Spec — Rust Crate — Rust Docs
Caution! Not yet suitable for production use. The output of Bao isn't stable. There might be more changes before 1.0.
Bao (rhymes with bough 🌳) is a general purpose tree hash for files. Here's the full specification. Here's a talk I gave about it in November 2018. What makes a tree hash different from a regular hash? Depending on how many cores you've got in your machine, the first thing you might notice is that it's ten times faster than SHA-2:
Why is bao hash
so fast? It's mostly parallelism, multiple threads
working on different subtrees at the same time. The demo above is from
the 4-core i5-8250U processor in my laptop, but Bao can scale much
higher. In-memory benchmarks on a 48-core AWS m5.24xlarge instance hit
91 GB/s of
throughput.
Bao is also based on BLAKE2, which was designed to outperform
SHA-1, and it uses the fastest SIMD
implementation available.
Apart from parallelism, tree hashes make it possible to verify a file piece-by-piece rather than all-at-once. This is done by storing both the input and the entire hash tree together in an encoded file. Clients can stream these files, or do random seeks into them, with the guarantee that every byte they read matches the root hash.

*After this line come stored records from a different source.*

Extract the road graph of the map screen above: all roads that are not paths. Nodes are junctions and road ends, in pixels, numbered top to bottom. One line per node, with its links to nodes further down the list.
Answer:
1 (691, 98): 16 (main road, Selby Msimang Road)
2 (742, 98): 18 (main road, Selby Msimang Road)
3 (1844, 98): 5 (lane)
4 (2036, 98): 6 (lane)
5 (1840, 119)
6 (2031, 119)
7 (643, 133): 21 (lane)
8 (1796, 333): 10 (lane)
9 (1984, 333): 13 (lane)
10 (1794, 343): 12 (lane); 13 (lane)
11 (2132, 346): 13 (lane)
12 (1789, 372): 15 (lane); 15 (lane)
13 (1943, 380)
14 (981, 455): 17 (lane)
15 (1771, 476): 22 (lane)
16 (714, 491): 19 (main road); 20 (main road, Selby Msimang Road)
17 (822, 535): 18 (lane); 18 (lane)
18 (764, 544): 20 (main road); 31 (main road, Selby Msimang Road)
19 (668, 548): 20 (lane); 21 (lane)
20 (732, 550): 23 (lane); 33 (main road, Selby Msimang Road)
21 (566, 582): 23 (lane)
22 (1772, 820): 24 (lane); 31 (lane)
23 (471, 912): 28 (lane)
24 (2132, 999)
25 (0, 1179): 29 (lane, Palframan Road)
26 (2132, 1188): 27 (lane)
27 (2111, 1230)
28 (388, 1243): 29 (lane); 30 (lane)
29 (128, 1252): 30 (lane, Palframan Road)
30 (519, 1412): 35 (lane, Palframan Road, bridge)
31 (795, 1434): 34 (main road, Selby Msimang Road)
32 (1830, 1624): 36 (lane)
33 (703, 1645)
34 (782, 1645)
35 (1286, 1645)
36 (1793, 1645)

Use case: A secure messaging app might support attachment files by including the hash of an attachment in a message. With a regular hash, the recipient would need to download an entire attachment to verify it, but that's impractical for e.g. large video files. With a Bao hash, the recipient can stream a video, while still verifying each byte as it comes in. (This scenario was in fact the original motivation for the Bao project.)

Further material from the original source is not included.